Tuesday, June 7, 2016

Can We Please Stop Talking About "Advanced" Dancers?

We have all had this familiar experience: We go to a workshop or a festival, and there are classes listed "For Advanced Dancers Only".

Then there is usually a codicil - often in parentheses (for dancers with 3 - or 4 - or 5 - years experience).

And the class usually consists of a complex choreography, with fancy footwork, that no one would ever use anywhere except on the stage.

The problem with talking about "advanced" dancers is that there is no one standard for the definition of "advanced" , so the phrase is really meaningless. Someone who has danced more than 5 years? I don't know about you, but I know a LOT of longtime dancers who dance 
Iike crap. Someone who can execute the perfect planeo or colgada? I know a lot of superb dancers who do not use either figure. 

I personally do not care if a dancer is "advanced", if the experience of dancing with him is one of unadulterated bliss. I have had that experience with dancers who have been dancing less than one year, as well as with dancers who have been dancing over 40 years. I have also had dances with local "tango gods" that were nothing short of disastrous - all over the floor, running into other couples, insisting on leading inappropriate steps. Yet they considered themselves "advanced".
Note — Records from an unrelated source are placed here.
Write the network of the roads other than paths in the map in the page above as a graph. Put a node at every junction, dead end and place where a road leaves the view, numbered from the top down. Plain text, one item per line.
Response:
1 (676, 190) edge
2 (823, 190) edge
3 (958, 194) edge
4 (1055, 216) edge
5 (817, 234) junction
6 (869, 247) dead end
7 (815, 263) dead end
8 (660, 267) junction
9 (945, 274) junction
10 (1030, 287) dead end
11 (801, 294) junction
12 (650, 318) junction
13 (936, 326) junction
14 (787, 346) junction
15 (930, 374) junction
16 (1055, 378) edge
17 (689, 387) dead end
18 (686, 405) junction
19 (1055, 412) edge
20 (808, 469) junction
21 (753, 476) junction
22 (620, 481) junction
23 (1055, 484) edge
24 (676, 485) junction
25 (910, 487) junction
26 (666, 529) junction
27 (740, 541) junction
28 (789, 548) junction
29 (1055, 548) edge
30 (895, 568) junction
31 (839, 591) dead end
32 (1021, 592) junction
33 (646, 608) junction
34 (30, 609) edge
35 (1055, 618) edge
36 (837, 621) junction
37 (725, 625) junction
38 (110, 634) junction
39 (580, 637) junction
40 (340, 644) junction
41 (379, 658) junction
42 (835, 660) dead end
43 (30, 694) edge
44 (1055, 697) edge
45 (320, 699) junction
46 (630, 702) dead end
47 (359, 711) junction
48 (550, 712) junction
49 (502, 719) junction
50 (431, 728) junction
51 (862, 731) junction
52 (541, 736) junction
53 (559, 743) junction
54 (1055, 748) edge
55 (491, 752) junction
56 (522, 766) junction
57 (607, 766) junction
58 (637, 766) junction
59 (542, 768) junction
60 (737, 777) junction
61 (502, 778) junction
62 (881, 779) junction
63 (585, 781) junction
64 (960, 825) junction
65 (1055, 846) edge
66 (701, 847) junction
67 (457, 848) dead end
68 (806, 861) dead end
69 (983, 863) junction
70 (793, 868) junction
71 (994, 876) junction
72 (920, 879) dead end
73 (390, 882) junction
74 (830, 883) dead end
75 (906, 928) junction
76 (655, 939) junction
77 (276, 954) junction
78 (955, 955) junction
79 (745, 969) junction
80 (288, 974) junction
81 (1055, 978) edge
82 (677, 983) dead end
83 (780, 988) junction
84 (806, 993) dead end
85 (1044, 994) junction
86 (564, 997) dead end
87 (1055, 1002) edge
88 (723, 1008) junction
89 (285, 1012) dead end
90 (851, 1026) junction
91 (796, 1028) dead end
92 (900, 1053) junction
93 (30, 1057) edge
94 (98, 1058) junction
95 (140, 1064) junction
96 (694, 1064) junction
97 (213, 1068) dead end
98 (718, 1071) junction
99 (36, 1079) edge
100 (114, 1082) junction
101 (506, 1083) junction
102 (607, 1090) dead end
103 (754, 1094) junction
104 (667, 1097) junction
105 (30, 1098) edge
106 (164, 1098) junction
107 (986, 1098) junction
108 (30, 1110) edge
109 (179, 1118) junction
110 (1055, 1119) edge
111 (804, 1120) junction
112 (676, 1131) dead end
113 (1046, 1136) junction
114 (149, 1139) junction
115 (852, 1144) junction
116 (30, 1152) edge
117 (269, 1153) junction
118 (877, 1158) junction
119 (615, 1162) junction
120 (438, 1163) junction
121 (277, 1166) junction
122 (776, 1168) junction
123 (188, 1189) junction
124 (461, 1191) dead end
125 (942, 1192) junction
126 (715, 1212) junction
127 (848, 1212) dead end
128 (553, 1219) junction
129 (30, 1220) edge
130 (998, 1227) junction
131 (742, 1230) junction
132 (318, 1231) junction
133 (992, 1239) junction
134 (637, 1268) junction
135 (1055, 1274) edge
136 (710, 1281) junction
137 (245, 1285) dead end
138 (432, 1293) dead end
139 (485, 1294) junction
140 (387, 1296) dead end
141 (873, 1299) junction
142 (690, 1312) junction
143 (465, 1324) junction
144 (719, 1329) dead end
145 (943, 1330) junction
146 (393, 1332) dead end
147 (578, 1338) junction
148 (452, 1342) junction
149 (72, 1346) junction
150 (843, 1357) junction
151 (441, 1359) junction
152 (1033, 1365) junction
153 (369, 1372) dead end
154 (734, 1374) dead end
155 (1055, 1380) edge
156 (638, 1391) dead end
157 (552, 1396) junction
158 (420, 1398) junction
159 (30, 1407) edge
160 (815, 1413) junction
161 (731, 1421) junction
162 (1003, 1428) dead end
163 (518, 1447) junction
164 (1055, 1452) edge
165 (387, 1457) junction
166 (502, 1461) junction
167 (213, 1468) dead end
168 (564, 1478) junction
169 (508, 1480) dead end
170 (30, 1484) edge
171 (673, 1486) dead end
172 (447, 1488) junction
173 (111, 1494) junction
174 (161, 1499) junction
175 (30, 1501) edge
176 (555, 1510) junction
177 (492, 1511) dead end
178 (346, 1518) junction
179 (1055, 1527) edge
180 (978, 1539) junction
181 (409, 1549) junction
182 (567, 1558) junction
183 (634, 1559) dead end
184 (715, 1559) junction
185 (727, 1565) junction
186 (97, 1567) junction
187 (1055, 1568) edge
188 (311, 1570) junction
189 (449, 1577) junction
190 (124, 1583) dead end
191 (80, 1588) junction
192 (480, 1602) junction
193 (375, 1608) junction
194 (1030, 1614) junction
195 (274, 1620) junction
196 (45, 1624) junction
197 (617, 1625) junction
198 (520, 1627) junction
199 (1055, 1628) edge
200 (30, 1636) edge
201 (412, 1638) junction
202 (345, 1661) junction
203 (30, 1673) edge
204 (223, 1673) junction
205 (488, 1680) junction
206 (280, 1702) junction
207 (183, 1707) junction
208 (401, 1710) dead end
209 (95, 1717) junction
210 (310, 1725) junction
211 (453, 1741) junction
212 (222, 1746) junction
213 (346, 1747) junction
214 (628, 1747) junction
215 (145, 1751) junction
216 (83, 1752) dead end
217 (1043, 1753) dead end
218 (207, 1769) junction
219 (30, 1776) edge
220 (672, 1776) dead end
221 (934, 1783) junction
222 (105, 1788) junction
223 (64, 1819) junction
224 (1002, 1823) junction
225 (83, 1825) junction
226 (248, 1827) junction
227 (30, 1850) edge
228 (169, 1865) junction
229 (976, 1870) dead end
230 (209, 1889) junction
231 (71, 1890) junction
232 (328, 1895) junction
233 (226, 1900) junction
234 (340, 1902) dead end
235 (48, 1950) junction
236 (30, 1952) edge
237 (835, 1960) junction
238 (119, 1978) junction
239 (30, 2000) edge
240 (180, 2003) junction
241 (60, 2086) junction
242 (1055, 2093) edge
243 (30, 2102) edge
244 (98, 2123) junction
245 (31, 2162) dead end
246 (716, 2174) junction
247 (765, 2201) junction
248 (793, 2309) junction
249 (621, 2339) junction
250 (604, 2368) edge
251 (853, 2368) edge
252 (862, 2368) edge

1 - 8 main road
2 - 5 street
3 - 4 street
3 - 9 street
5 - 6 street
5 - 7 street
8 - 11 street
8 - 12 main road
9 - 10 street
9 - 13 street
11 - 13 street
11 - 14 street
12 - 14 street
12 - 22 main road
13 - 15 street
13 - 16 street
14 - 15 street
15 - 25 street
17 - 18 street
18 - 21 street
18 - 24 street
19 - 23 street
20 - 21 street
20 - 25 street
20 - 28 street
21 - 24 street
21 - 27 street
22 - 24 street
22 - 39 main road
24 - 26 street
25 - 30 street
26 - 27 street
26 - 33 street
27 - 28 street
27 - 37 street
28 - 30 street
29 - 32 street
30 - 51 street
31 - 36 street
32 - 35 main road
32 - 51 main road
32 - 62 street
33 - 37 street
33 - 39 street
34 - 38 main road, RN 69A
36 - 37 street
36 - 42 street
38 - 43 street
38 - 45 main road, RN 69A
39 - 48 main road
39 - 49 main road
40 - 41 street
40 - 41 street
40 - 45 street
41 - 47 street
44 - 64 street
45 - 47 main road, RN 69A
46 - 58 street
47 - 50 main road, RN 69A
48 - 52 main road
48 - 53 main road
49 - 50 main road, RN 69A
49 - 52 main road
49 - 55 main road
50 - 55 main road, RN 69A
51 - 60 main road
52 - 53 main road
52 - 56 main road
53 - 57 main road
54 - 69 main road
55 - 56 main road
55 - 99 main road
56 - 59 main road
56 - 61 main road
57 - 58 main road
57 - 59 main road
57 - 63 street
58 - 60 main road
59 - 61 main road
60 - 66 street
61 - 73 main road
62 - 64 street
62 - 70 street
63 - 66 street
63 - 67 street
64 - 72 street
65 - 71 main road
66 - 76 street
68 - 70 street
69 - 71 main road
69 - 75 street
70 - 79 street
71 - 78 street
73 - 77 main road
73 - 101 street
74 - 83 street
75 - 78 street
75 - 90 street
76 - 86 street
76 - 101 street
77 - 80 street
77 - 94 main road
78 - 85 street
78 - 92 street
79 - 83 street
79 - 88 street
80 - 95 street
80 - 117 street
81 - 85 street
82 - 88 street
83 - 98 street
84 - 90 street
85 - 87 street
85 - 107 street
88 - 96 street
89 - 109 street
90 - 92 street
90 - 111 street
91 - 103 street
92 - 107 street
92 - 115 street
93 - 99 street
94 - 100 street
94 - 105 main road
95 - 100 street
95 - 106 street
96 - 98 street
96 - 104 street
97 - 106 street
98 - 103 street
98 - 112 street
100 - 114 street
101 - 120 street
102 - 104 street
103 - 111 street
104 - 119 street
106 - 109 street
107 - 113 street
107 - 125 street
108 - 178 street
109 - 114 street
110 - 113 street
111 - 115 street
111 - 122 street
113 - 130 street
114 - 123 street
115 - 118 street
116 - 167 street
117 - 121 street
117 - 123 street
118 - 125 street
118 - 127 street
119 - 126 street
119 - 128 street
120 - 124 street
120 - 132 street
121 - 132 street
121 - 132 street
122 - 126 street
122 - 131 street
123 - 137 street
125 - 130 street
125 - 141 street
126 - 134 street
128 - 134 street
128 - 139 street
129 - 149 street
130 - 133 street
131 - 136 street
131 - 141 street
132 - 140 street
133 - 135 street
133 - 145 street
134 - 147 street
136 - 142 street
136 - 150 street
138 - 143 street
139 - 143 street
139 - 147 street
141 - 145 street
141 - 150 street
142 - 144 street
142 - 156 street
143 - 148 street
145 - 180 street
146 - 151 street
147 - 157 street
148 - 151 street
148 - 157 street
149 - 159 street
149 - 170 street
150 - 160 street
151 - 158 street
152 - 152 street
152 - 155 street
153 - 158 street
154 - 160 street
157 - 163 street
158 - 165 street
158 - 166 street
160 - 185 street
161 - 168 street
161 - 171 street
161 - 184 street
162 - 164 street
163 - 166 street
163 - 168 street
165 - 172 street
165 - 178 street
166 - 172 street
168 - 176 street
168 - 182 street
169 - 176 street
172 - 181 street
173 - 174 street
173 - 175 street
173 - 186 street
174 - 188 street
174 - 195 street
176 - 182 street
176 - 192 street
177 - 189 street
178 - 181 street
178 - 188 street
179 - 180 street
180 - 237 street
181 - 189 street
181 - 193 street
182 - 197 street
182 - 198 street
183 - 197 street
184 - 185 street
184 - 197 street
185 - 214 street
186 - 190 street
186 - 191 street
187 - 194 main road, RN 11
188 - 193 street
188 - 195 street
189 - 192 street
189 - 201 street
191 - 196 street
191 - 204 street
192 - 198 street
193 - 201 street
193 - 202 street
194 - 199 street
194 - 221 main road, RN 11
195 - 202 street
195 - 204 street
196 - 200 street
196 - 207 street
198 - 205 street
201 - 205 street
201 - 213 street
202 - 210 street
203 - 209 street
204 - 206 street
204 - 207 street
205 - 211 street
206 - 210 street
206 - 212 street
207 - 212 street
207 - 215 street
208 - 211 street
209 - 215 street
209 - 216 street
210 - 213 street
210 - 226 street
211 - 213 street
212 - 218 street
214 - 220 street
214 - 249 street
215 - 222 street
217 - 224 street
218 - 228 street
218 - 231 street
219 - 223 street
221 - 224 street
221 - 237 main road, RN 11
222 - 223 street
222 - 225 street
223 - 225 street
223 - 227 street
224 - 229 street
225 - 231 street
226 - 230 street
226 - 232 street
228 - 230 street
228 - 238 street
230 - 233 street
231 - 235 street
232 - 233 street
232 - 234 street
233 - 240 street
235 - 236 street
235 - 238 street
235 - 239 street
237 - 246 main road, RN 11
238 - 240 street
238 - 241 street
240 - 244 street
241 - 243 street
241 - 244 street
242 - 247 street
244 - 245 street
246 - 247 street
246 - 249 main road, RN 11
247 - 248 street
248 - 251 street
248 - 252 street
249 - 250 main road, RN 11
The problem with talking about "advanced" dancers is that we start to put benchmarks around Tango. To get past "Beginner" you need to know these figures. As an  "Intermediate" dancer you should know these figures. And an "Advanced" dancer should know these. Rather than focusing on cherishing our partner, and dancing to the music, we focus on what our feet are doing. Now, I admit that a knowledge of where the feet can go is part of learning to Tango. But when we start labeling dancers based upon how many "steps" they know, we are putting Tango into a very limiting box.

I would prefer to see such labels as "For dancers who are comfortable with most partners", or "For dancers who can relax and enjoy themselves at a milonga". Or at the other extreme "For Dancers who need practice at navigation", or "For Dancers who want to improve their connection". That is assuming we need labels at all. Most of my classes are a mix of dancers, with different skill sets and areas of competence,  the classes focus more on "how" we dance,  and "why" we do things in a certain way than on "what" we are doing. The "what" is only one of the tools we use to explore the "how" and "why".

By dropping the labels we can focus on what is really important - "Why do people enjoy dancing with certain partners?" And "How can I become a more enjoyable person to dance with?"